To find the speed of the car just as it passes the train, we need to determine the time it takes for the car to catch up to the train.

Let's define the position of the car as x_car and the position of the train as x_train. The initial position of the car is x_car = 35 m, and the initial position of the train is x_train = 0 m.

We can use the equation of motion for the car to relate its position, initial velocity, acceleration, and time: x_car = 35 + v_car_initial * t + 0.5 * a_car * t^2

Similarly, for the train, x_train = v_train * t

At the moment the car passes the train, their positions are the same, so we can set x_car = x_train and solve for the time (t).

35 + v_car_initial * t + 0.5 * a_car * t^2 = v_train * t

Substituting the given values: v_car_initial = 36 m/s, v_train = 22 m/s, a_car = 4 m/s^2, we have:

35 + 36 * t + 0.5 * 4 * t^2 = 22 * t

Rearranging the equation and simplifying:

2 * t^2 + 14 * t - 35 = 0

Now we can solve this quadratic equation for t. Using the quadratic formula:

t = (-b ± √(b^2 - 4ac)) / (2a)

Where a = 2, b = 14, and c = -35.

t = (-14 ± √(14^2 - 4 * 2 * -35)) / (2 * 2)

Simplifying further:

t = (-14 ± √(196 + 280)) / 4

t = (-14 ± √476) / 4

Taking the positive square root:

t = (-14 + √476) / 4

t = (-14 + 2√119) / 4

t = -3.5 + 0.5√119

Since time cannot be negative in this context, we take the positive value:

t ≈ 0.67 seconds

Now that we have the time it takes for the car to catch up to the train, we can find the speed of the car just as it passes the train.

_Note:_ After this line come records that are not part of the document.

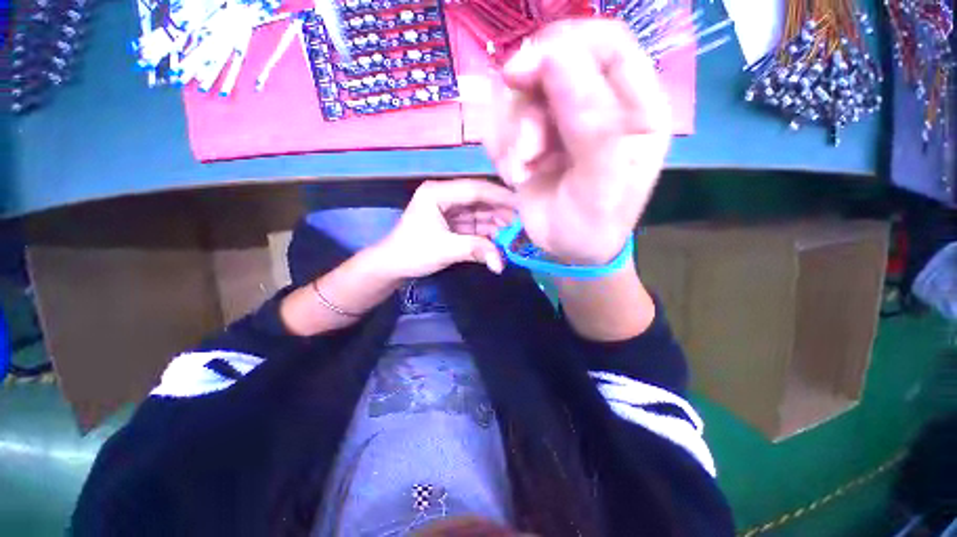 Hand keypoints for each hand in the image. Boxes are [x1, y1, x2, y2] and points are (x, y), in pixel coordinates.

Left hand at [375, 179, 516, 277]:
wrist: (392, 266)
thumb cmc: (413, 253)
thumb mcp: (445, 249)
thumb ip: (475, 251)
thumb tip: (501, 263)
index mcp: (438, 193)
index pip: (476, 189)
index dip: (501, 197)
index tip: (524, 205)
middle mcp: (446, 196)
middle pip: (481, 200)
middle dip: (502, 213)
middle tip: (524, 224)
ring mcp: (450, 210)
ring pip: (481, 213)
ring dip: (498, 224)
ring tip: (517, 234)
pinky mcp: (453, 224)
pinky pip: (476, 225)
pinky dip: (489, 233)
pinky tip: (502, 240)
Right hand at [484, 19, 671, 263]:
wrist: (567, 251)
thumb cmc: (592, 227)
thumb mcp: (598, 185)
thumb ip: (588, 124)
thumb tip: (554, 56)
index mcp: (635, 108)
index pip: (607, 43)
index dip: (564, 46)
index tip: (524, 74)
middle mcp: (598, 105)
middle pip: (552, 63)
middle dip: (527, 108)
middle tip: (526, 153)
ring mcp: (561, 119)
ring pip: (519, 93)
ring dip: (510, 135)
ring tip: (522, 173)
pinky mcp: (532, 136)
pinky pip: (501, 121)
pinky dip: (499, 147)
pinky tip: (513, 175) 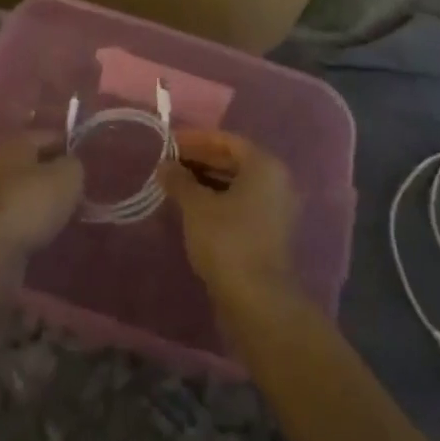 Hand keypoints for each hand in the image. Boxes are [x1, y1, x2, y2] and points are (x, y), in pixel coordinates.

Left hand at [0, 132, 83, 258]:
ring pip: (21, 190)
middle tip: (78, 190)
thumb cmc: (30, 202)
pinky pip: (12, 215)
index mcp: (15, 141)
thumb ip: (74, 166)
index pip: (50, 136)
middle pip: (32, 163)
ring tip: (63, 213)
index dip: (71, 147)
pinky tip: (43, 231)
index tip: (88, 164)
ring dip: (39, 199)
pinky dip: (27, 220)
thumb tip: (71, 166)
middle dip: (53, 175)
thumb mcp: (67, 178)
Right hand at [161, 131, 299, 307]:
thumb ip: (179, 180)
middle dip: (200, 160)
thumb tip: (164, 165)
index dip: (196, 139)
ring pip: (235, 184)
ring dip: (205, 181)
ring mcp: (274, 210)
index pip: (227, 141)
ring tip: (174, 184)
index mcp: (264, 166)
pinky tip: (190, 208)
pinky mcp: (267, 234)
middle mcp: (275, 182)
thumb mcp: (196, 206)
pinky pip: (239, 204)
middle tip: (168, 163)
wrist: (257, 301)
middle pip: (233, 161)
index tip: (169, 142)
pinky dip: (216, 200)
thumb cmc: (227, 241) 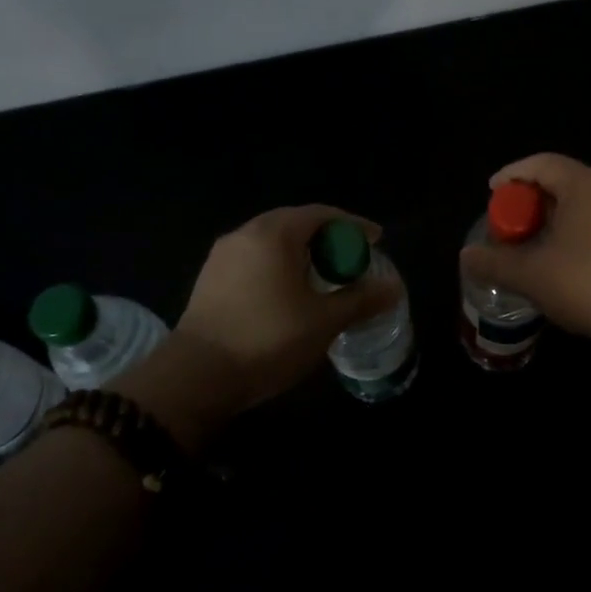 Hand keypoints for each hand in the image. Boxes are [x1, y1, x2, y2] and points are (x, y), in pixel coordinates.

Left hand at [132, 205, 400, 446]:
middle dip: (327, 238)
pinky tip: (288, 294)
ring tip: (323, 277)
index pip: (321, 214)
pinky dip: (278, 266)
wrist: (196, 377)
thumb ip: (361, 300)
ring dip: (301, 253)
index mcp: (274, 234)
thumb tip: (394, 288)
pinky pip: (254, 259)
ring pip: (271, 242)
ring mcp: (222, 256)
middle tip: (351, 259)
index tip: (375, 240)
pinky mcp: (209, 279)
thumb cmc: (267, 340)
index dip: (353, 225)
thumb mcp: (324, 321)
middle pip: (294, 223)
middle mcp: (245, 234)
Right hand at [459, 153, 590, 352]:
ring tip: (539, 247)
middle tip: (512, 226)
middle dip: (533, 202)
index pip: (541, 163)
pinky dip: (583, 234)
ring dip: (559, 220)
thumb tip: (466, 256)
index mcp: (585, 185)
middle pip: (565, 182)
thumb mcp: (533, 276)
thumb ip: (495, 262)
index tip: (492, 193)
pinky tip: (574, 265)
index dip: (512, 175)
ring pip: (588, 205) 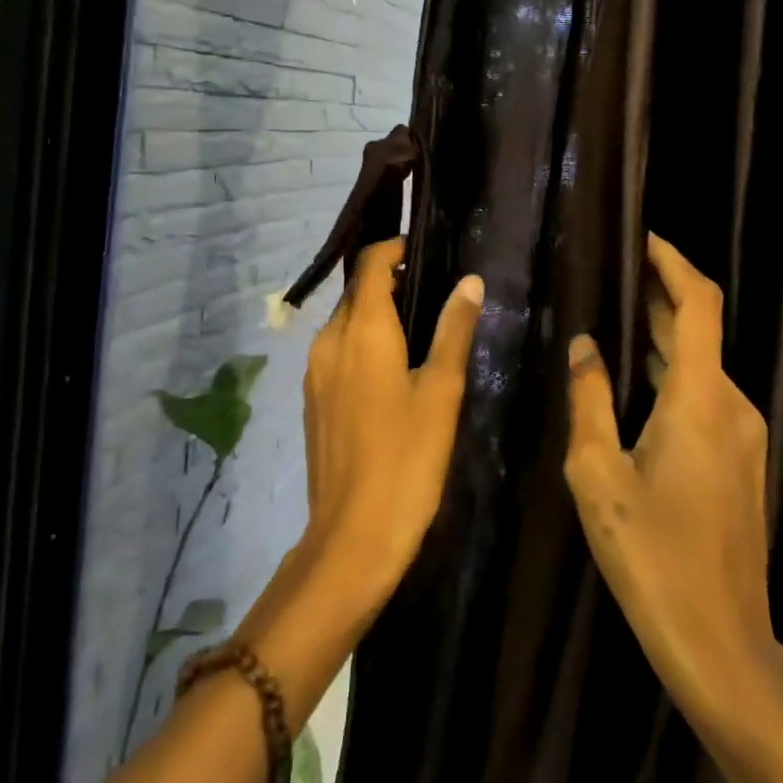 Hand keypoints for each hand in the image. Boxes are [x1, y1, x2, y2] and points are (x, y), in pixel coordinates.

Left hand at [300, 237, 483, 605]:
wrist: (354, 534)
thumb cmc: (407, 459)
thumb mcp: (441, 391)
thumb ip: (453, 330)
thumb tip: (469, 282)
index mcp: (360, 331)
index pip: (369, 266)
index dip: (393, 248)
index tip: (423, 250)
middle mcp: (328, 342)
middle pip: (355, 293)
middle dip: (388, 281)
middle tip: (432, 290)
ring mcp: (314, 373)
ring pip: (344, 324)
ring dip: (375, 314)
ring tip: (418, 327)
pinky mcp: (312, 400)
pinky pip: (337, 352)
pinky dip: (362, 343)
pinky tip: (391, 368)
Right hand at [563, 234, 782, 728]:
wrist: (718, 641)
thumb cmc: (650, 555)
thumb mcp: (598, 474)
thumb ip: (589, 400)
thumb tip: (585, 346)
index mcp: (702, 400)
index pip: (698, 305)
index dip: (673, 263)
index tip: (642, 239)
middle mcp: (733, 406)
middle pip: (699, 332)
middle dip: (658, 298)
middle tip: (609, 275)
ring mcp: (743, 435)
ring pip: (701, 367)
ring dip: (663, 339)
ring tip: (612, 320)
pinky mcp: (740, 461)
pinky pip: (705, 398)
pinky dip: (672, 374)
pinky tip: (635, 382) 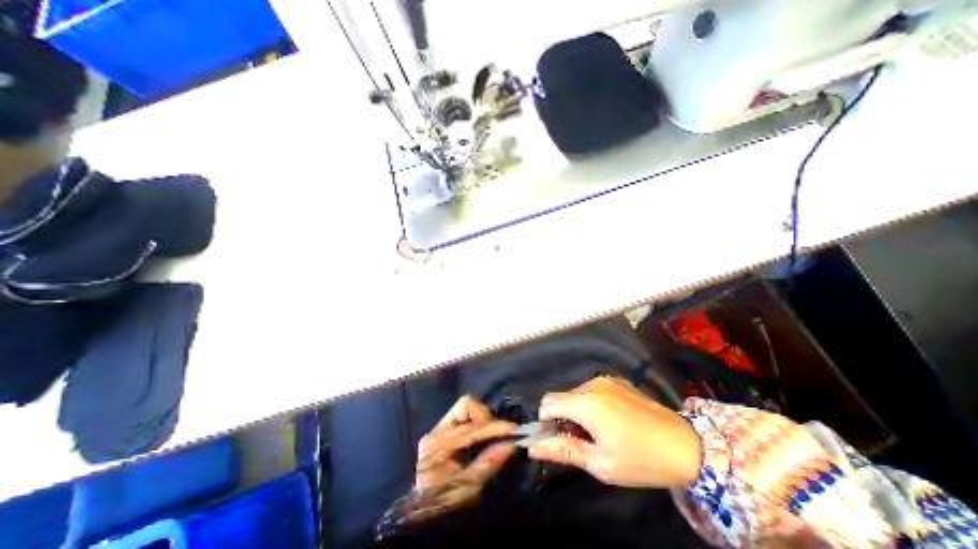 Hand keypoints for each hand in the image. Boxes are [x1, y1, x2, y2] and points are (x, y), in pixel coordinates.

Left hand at [386, 394, 513, 521]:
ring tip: (491, 436)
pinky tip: (482, 438)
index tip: (514, 430)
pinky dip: (476, 423)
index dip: (495, 427)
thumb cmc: (444, 505)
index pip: (472, 427)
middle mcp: (436, 431)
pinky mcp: (442, 431)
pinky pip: (463, 417)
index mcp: (439, 444)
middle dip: (487, 418)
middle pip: (466, 407)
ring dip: (482, 419)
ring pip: (465, 408)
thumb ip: (488, 462)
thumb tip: (511, 444)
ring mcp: (438, 429)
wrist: (422, 517)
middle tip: (499, 434)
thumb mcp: (468, 488)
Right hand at [532, 377, 698, 488]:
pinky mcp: (616, 381)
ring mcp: (605, 380)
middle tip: (582, 442)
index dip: (545, 421)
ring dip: (577, 411)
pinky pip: (591, 390)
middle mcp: (592, 385)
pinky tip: (611, 420)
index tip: (558, 439)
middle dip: (563, 418)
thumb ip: (564, 451)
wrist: (686, 445)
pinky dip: (590, 403)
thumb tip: (533, 447)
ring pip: (576, 394)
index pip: (547, 402)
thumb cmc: (641, 460)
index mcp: (586, 403)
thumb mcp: (600, 463)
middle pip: (562, 398)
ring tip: (599, 432) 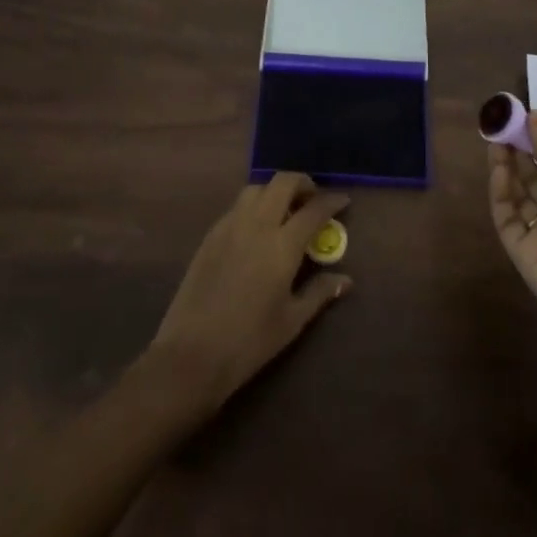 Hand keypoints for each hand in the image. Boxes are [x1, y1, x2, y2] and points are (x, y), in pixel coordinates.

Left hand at [148, 173, 351, 419]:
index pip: (313, 210)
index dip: (331, 201)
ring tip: (285, 212)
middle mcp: (257, 225)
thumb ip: (319, 293)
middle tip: (312, 200)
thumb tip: (345, 279)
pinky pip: (237, 206)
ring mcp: (230, 226)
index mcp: (282, 245)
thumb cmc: (249, 342)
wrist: (191, 354)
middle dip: (302, 183)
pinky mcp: (211, 235)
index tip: (343, 200)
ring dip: (275, 191)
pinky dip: (254, 206)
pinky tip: (257, 229)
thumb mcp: (291, 321)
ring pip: (257, 189)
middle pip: (282, 182)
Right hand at [490, 109, 536, 356]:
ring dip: (506, 167)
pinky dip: (500, 193)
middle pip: (533, 176)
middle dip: (517, 150)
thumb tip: (535, 116)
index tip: (518, 115)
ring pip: (517, 194)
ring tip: (495, 141)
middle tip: (499, 124)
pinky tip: (498, 170)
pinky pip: (507, 219)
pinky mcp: (522, 253)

Using the equation of motion for the car:

x_car = 35 + v_car_initial * t + 0.5 * a_car * t^2

x_car = 35 + 36 * 0.67 + 0.5 * 4 * 0.67^2

Simplifying:

x_car ≈ 35 + 24.12 + 0.89

x_car ≈ 60.01 m

The speed of the car just as it passes the train is equal to the speed of the train, which is 22 m/s. So, the speed of the car just as it passes the train is 22 m/s.